Saud Alsanousi

Kuwait

Saud Alsanousi born in 1981 is a Kuwaiti novelist, journalist and winner of the 2013 International Prize for Arabic Fiction. His debut novel The Prisoner of Mirrors (2010) won the Leila Othman Prize. In 2011, his short story The Bonsai and the Old Man won a competition organized by Al-Arabi magazine and BBC Arabic. His novel The Bamboo Stalk, about immigrant workers, won the International Prize for Arabic Fiction (2013). His work has appeared in a number of Kuwaiti publications, including Al-Watan newspaper and Al-Arabi, Al-Kuwait and Al-Abwab magazines
Saud Alsanousi lives in Kuwait and writes for the Al-Qabas newspaper.

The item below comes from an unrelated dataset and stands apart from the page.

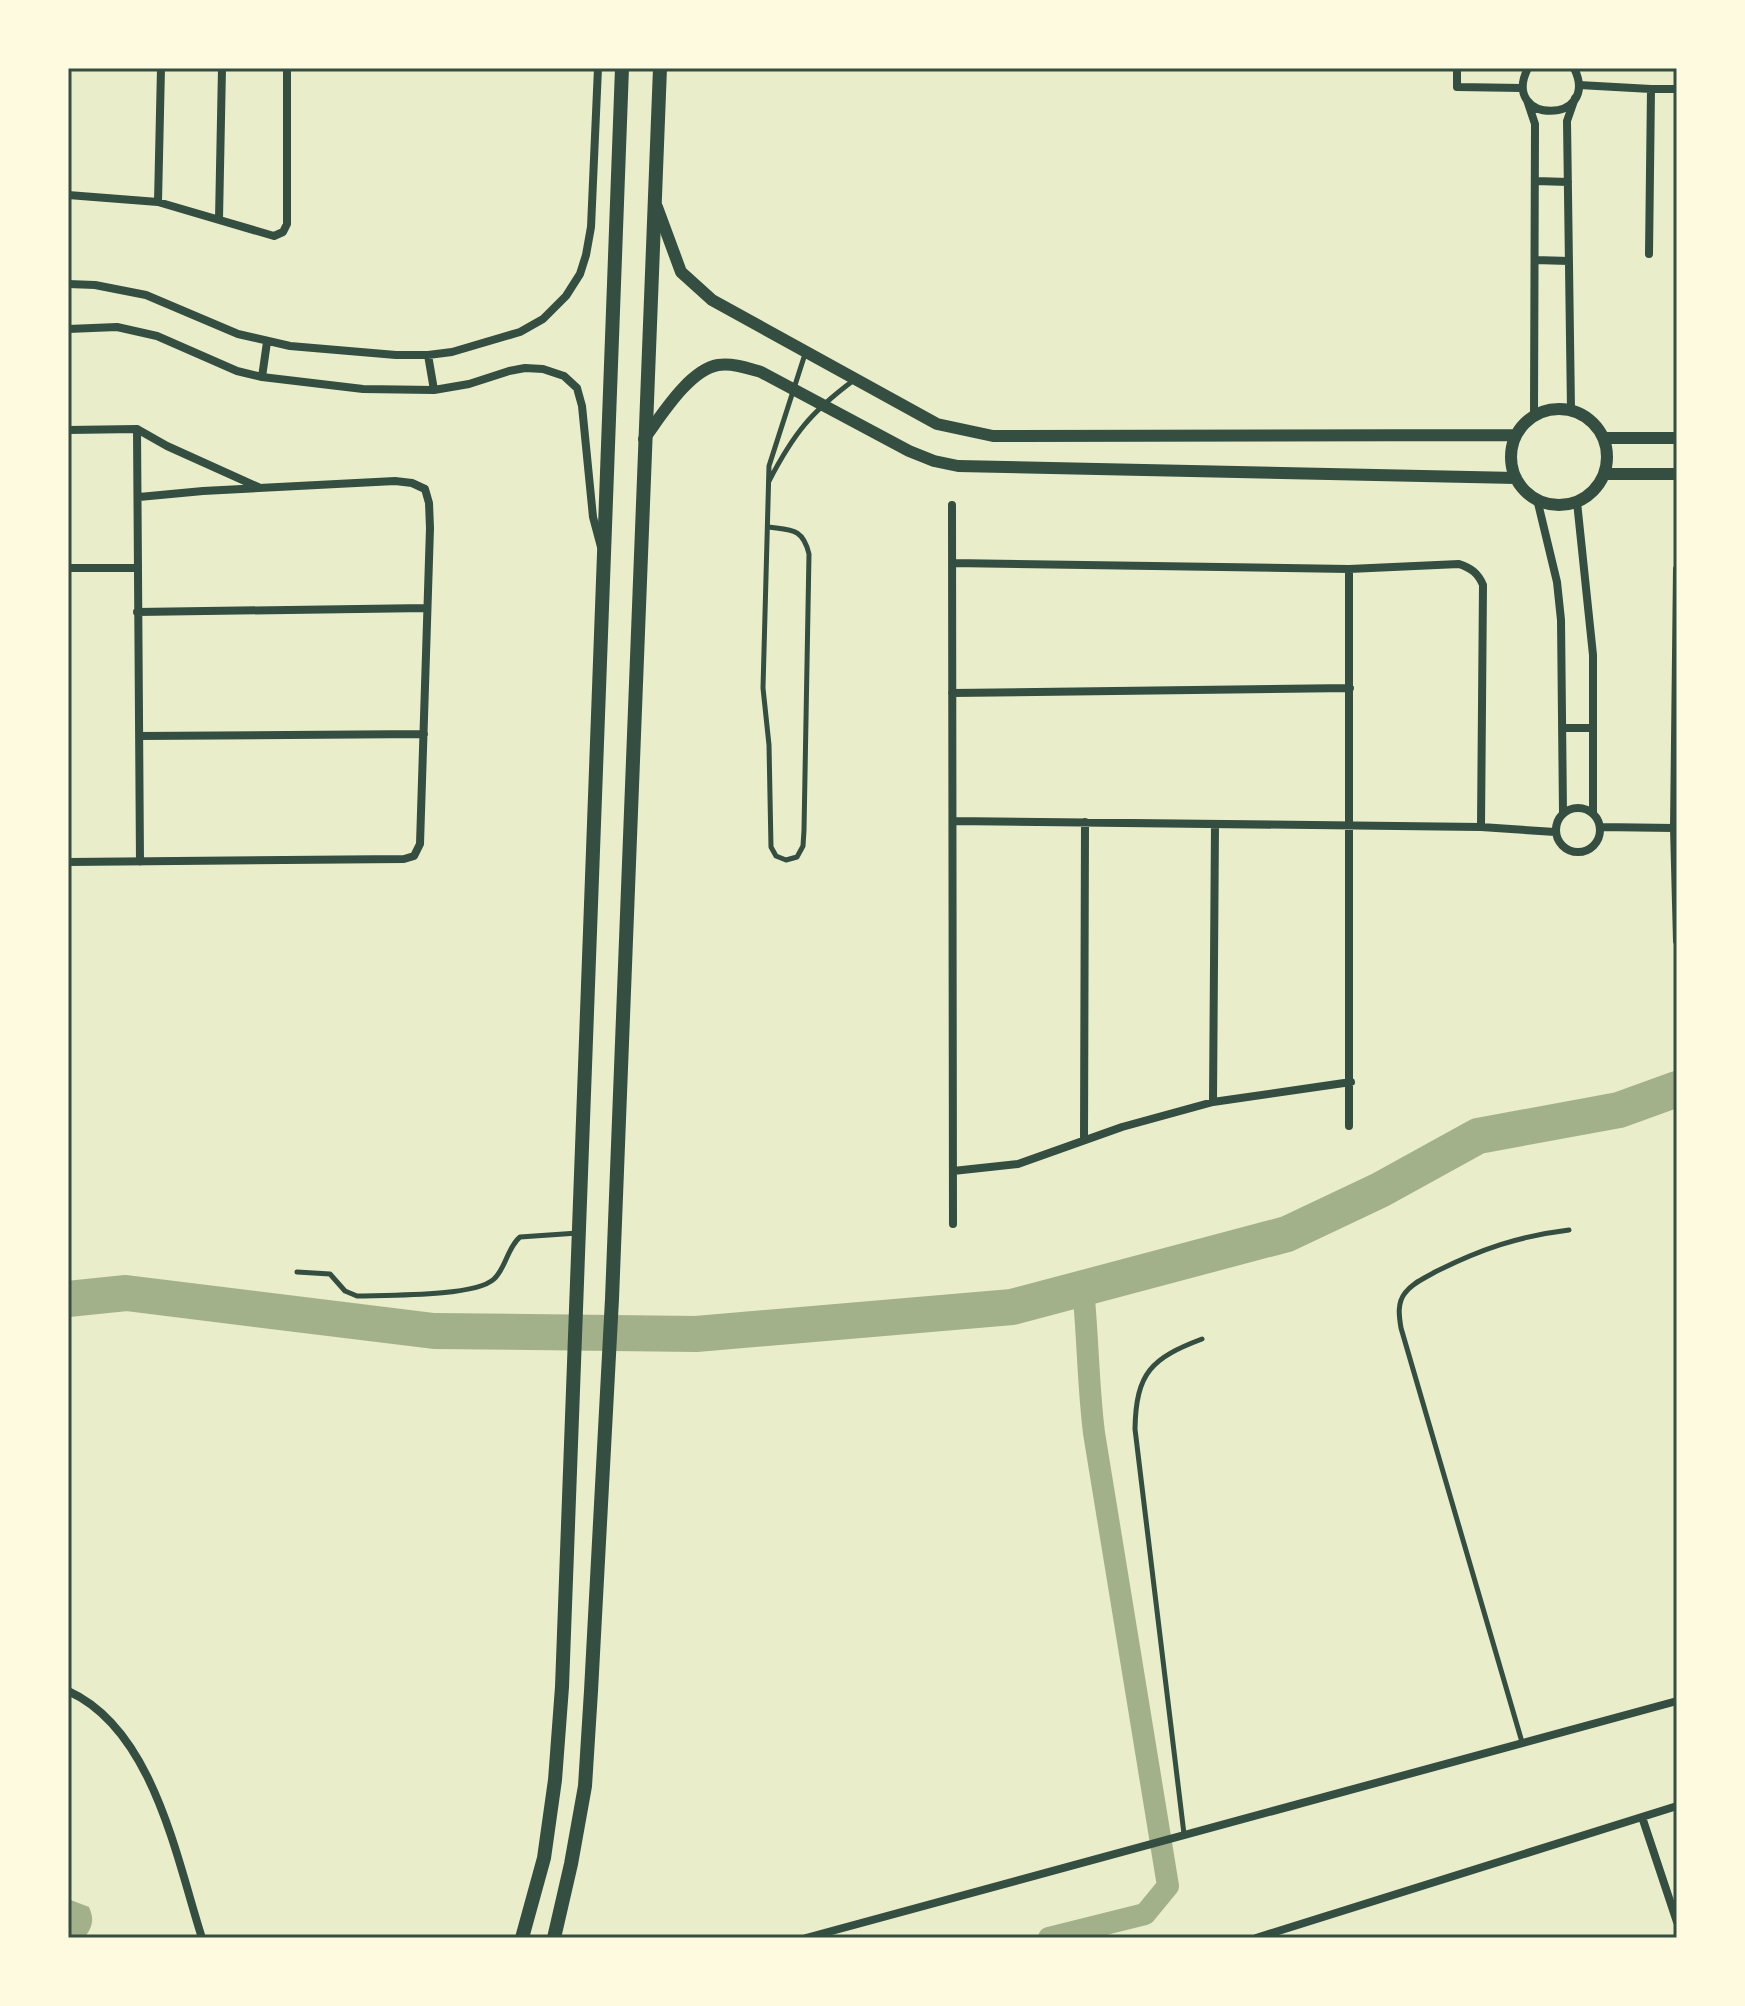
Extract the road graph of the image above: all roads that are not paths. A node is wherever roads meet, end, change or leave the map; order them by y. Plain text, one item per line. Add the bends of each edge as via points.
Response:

His book The Bamboo Stalk was our book club selection for August 2015
Find more information on the author and his work and readers' comments on the book''s page.

The Bamboo Stalk Synopsis
Josephine comes to Kuwait from the Philippines to work as a household servant, leaving behind her studies and family, who are pinning their hopes for a better future on her. In the house where she works, she meets Rashid, the spoiled only son of his mother Ghanima and father Issa. After a brief love affair, he decides to marry Josephine, on condition that the marriage remains a secret. But things do not go according to plan. Josephine becomes pregnant with José and Rashid abandons them when the child is less than two months old, sending his son away to the Philippines. There he struggles with poverty and clings to the hope of returning to his father’s country when he is eighteen. It is at this point that the novel begins.
The Bamboo Stalk is a daring work which looks objectively at the phenomenon of foreign workers in Arab countries and deals with the problem of identity through the life of a young man of mixed race who returns to Kuwait, the ‘dream’ or ‘heaven’ which his mother had described to him since he was a child.